The resulting widespread deforestation has left the area vulnerable to catastrophe. With landslides and other ecological disasters on the rise, Prime Minister Sheikh Hasina’s government needs to act to curb corruption and prevent further catastrophes.

In June, hundreds of homes were crushed or buried by mud and rubble in the landslides, the worst to hit the region in Bangladesh’s history. Thousands had to be housed in emergency shelters, while others were cut off for days because roads were blocked or flooded, leaving communities in remote areas of Bandarban, Chittagong and Rangamati districts without water, electricity, and food supplies. Relief efforts were still underway more than ten days after the initial landslides.

Adding to the tragedy, local residents in some areas alleged discrimination in the distribution of relief supplies, with rice meant for victims going to those with powerful political connections.

This is not the first disaster of this kind to strike the Hill Tracts region.
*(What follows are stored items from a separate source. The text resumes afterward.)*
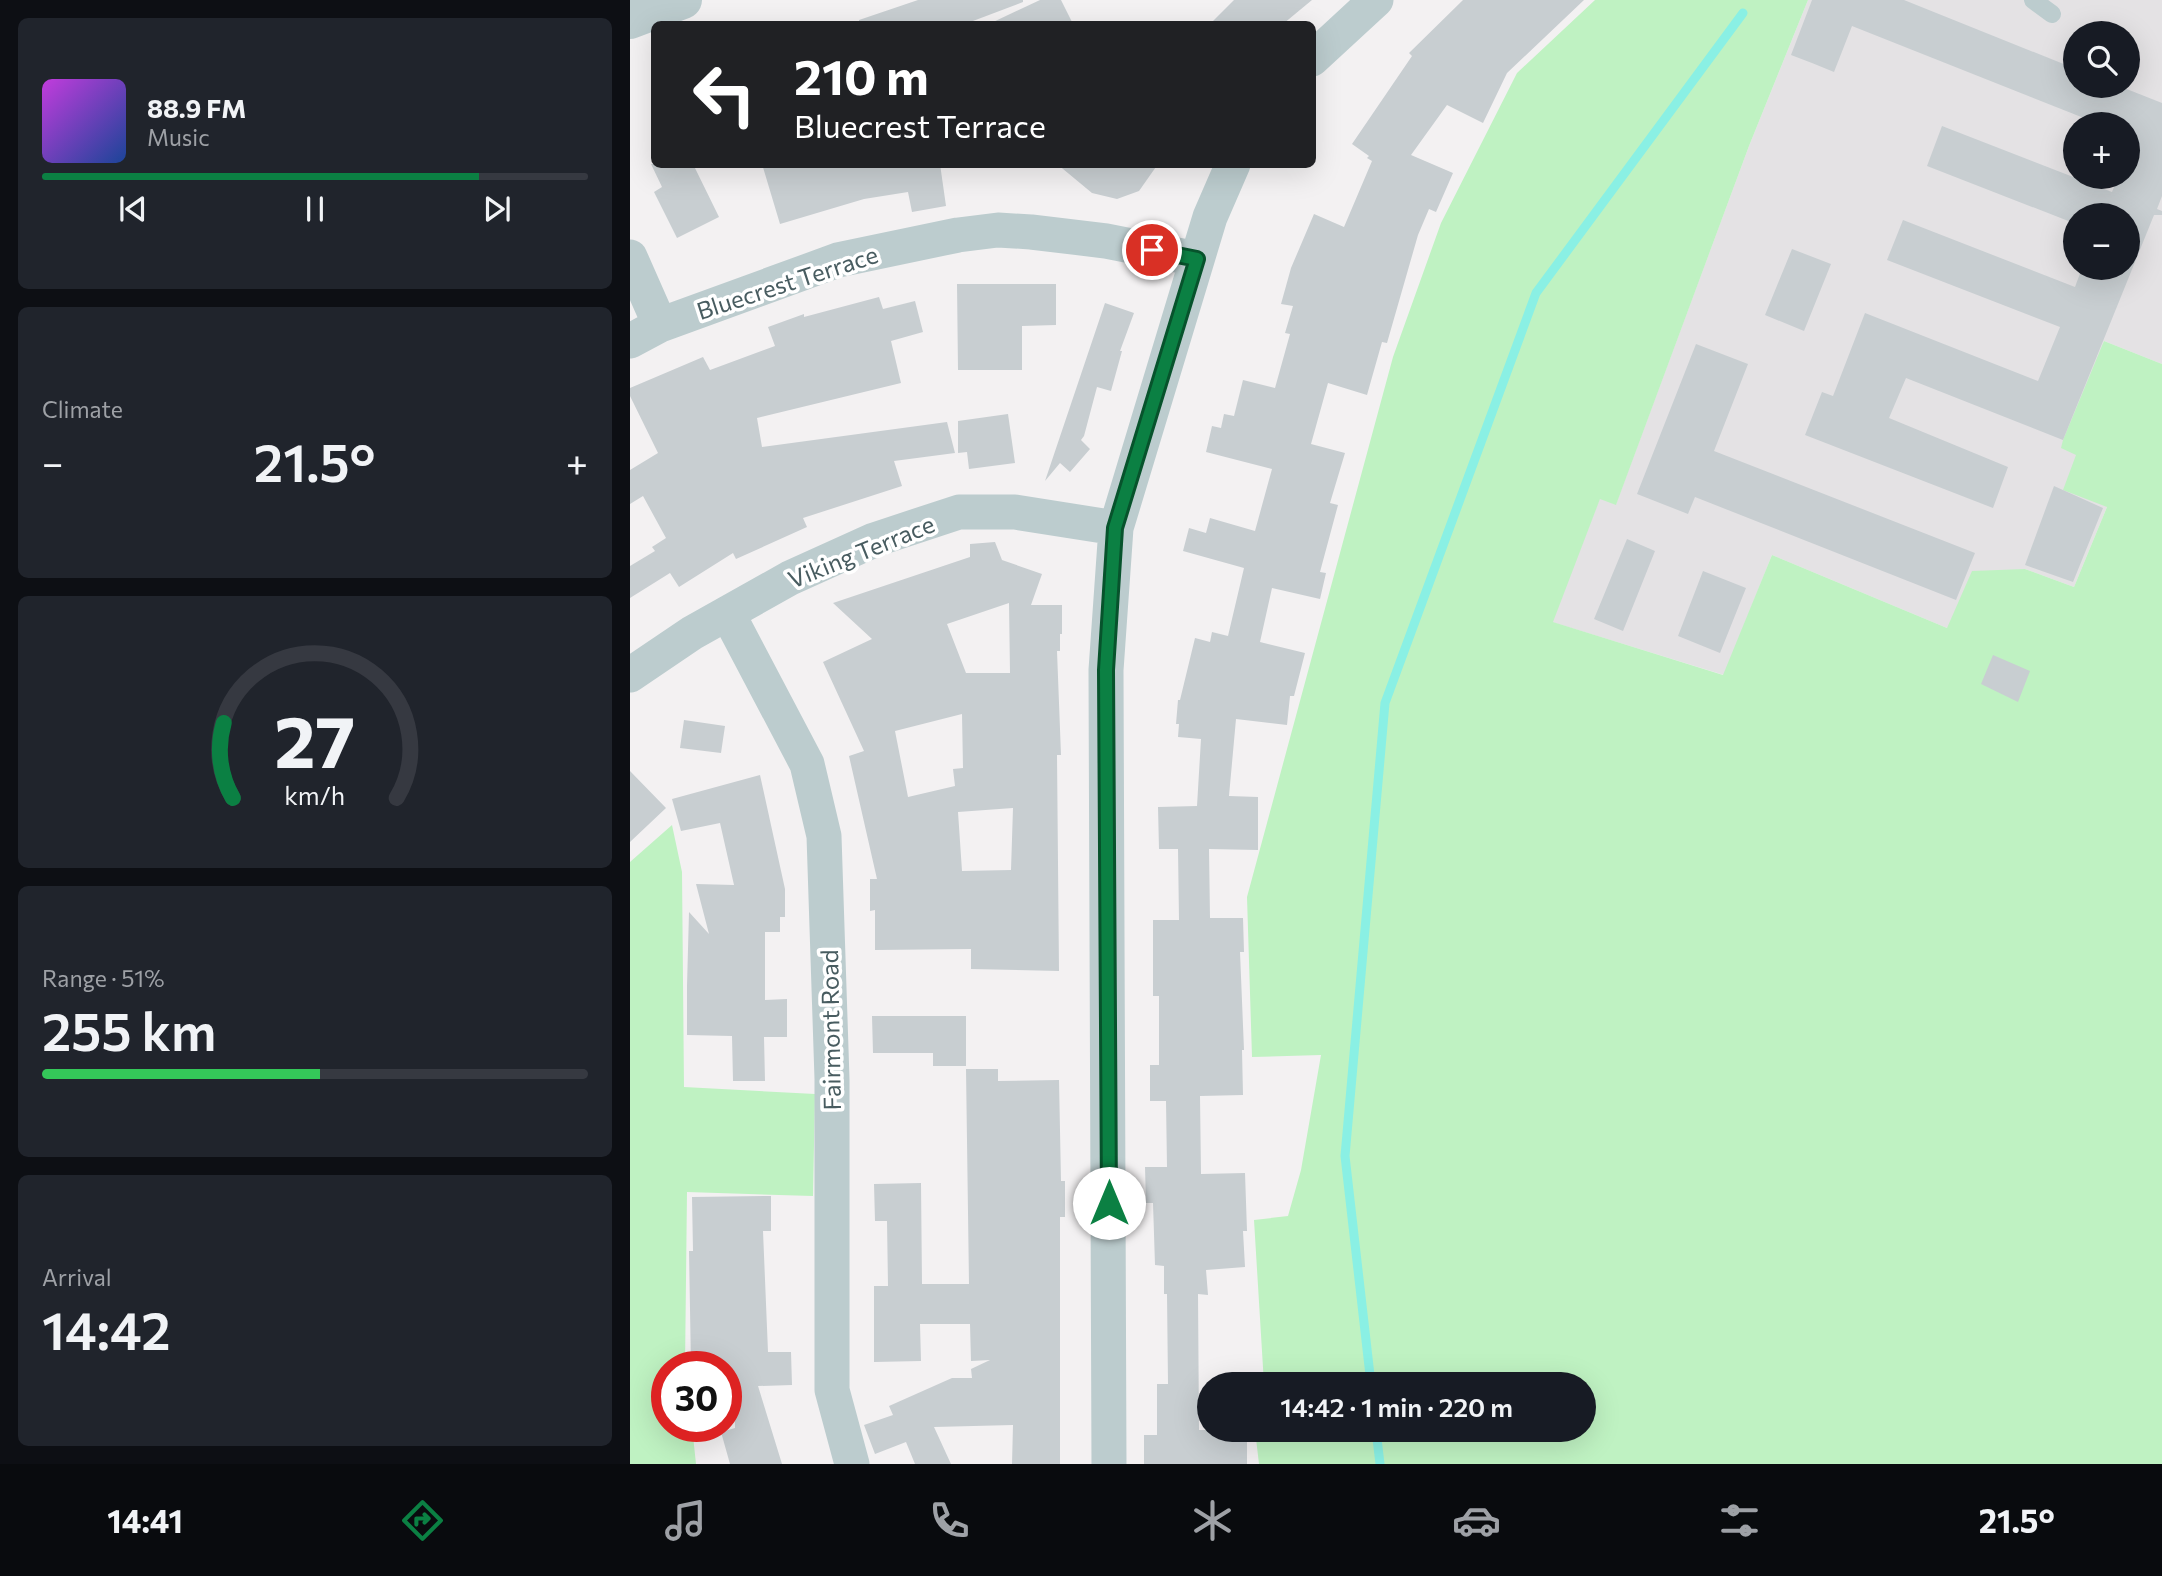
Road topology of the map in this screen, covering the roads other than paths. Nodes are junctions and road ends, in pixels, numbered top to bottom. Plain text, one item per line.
1 (683, 0) edge
2 (1376, 0) edge
3 (2033, 0) edge
4 (2052, 14) dead end
5 (630, 20) edge
6 (1316, 55) edge
7 (1231, 168) edge
8 (630, 257) edge
9 (1197, 259) junction
10 (645, 333) edge
11 (1115, 528) junction
12 (729, 614) junction
13 (630, 676) edge
14 (852, 1464) edge
15 (1109, 1464) edge

1 - 5 street
2 - 6 street
3 - 4 lane
7 - 9 street
8 - 10 street
9 - 10 street, Bluecrest Terrace
9 - 11 street
11 - 12 street, Viking Terrace
11 - 15 street
12 - 13 street, Viking Terrace
12 - 14 street, Fairmont Road

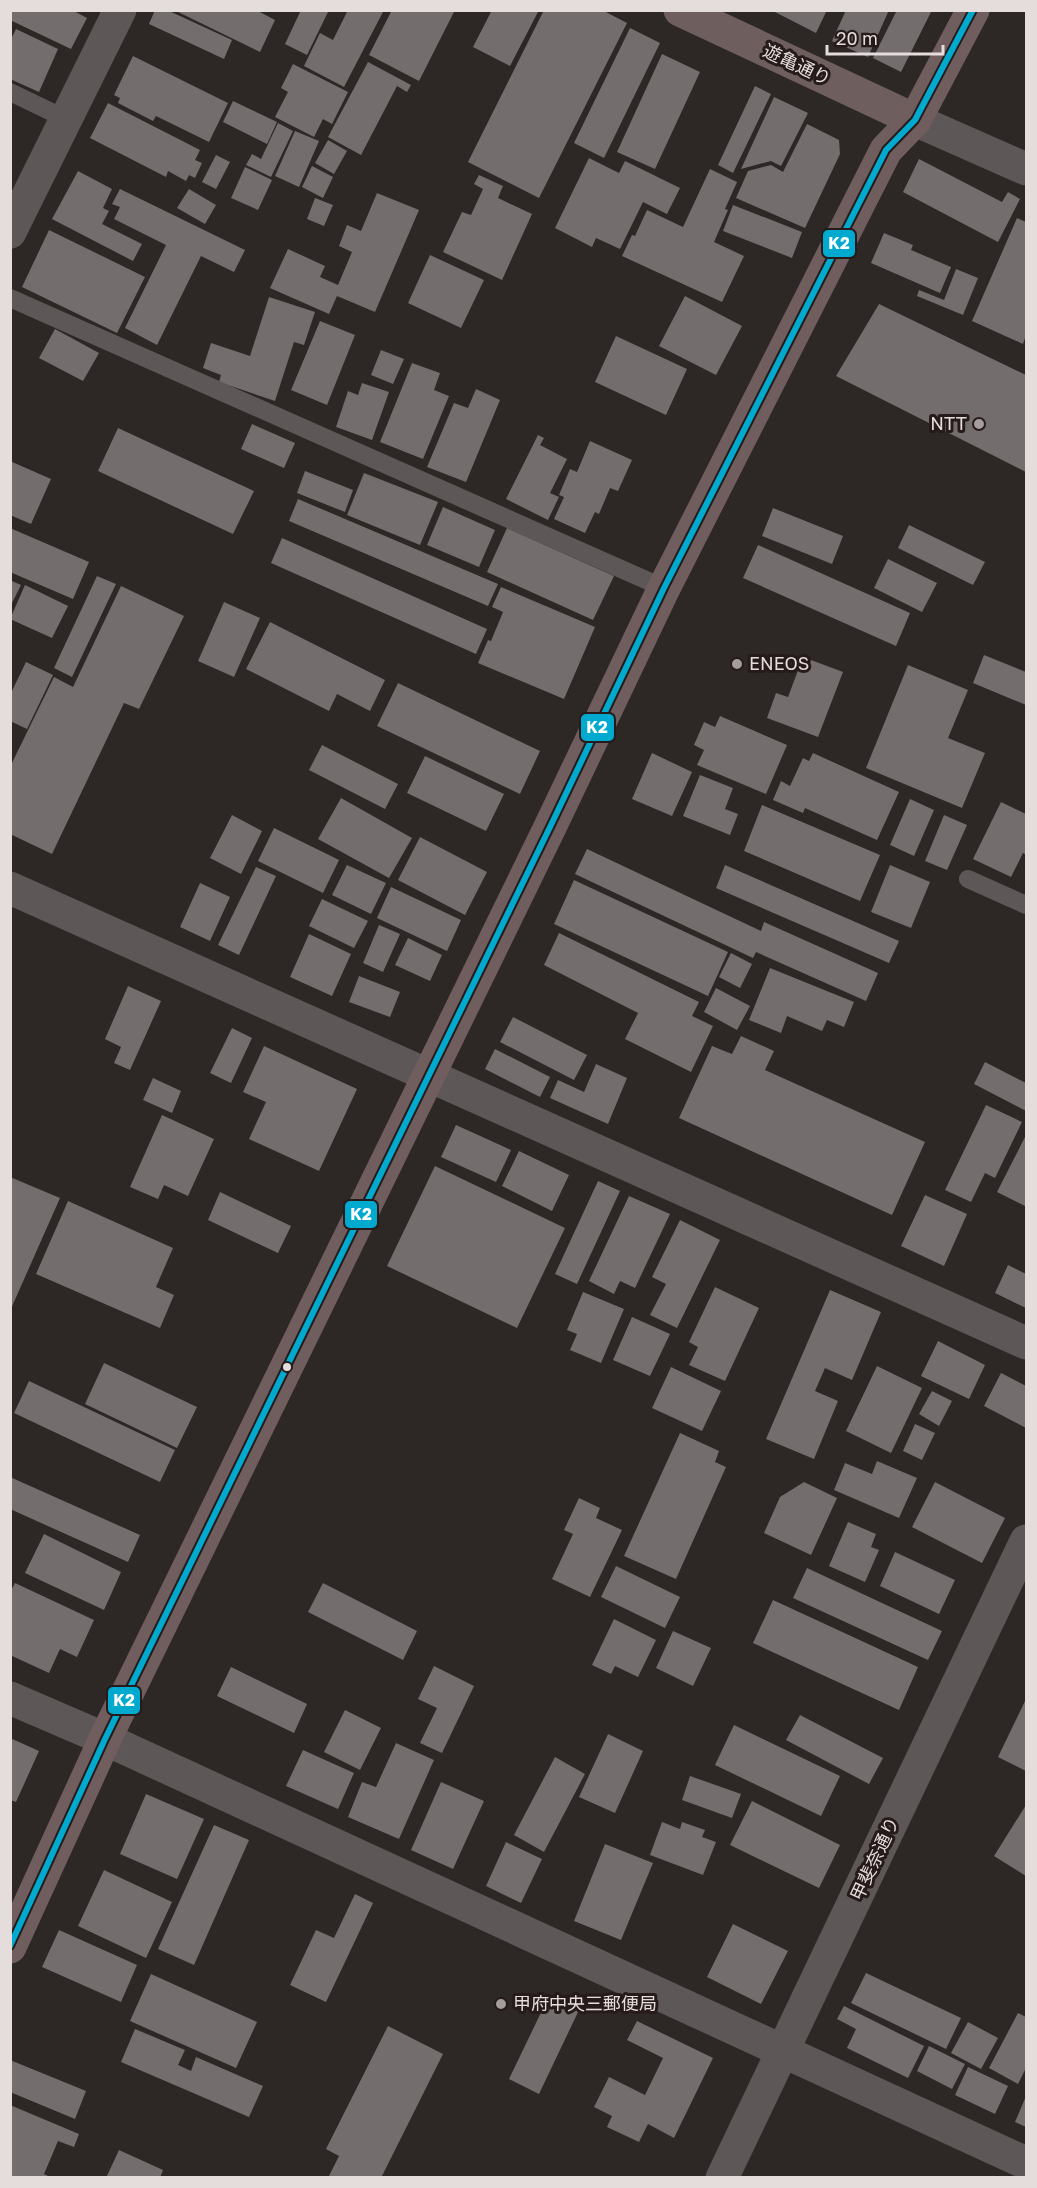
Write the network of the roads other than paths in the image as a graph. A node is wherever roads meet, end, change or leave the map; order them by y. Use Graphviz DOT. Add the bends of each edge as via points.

In 2007, landslides and hill collapse following heavy rains left more than 120 dead. Scientists anticipate that climate change may now cause greater variability and heavier downpours, with Bangladesh being among countries most vulnerable to the impact.

But what has happened to make the Hill Tracts so disaster-prone is also the extent of forest degradation, accelerated by privatization of the land for agribusinesses like rubber and tobacco, displacement of the indigenous population and the haphazard settlement by Bengali outsiders—policies supported by successive governments since the 1960s. The resulting widespread loss of tree cover has left the area vulnerable to erosive forces.

What is shocking is that all of this is well known, and this latest Hill Tract disaster entirely predictable—and preventable. A study by the Disaster Management Centre of the South Asia Association for Regional Cooperation (SAARC) on the 2007 disaster described “[u]nsustainable lands use and alteration in the hills including indiscriminate deforestation and hill cutting” as factors that aggravated landslide vulnerability in the region. The study called for enforcement of existing laws, and adopting stronger measures to protect the Hill Tracts forests in order to avert further catastrophes.

None of that was done. Instead, government ministries have pointed fingers anywhere but at themselves for the failure to prevent deforestation. Although clearing forest cover without government approval is banned under the Bangladesh Environment Conservation Act, Bangladeshi authorities rarely take action against those engaged in illegal logging, forest conversion into commercial crop plantations or construction.

But it is impossible to understand the disaster in the Hill Tracts without acknowledging the long-standing conflict that has wracked the region for half a century.

Resentment over discrimination and forced displacement during the construction of a major dam on the Kaptal river in 1962 sparked armed resistance within local communities. Successive governments tried to stem the rebellion by settling the region with ethnic Bengalis, thus reducing indigenous communities to a minority. Security forces resorted to extrajudicial killings, rape, and torture to crush resistance to state policies.

Clashes continued through the 1990s until the signing of a peace accord in 1997 offered hope that indigenous groups would regain their rights. But officials have consistently failed to honor the accord and address long-standing human right violations, which have also included forced evictions and destruction of property. In the most recent example, on June 2, 100 homes in the Longadu upazilla (subdistrict) were burned by Bengali settlers, reportedly while army and police stood by. Bengali settlers now outnumber indigenous people, many of whom have been displaced and their lands used for tobacco cultivation, fruit plantations or timber cutting.

Restrictions prevent most foreigners from visiting the Chittagong Hill Tracts, and the overwhelming military presence means reporting is closely monitored.

But with landslides and other ecological disasters on the rise, Sheikh Hasina’s government can’t wish away the evidence of the high human cost of corruption and environmental abuse.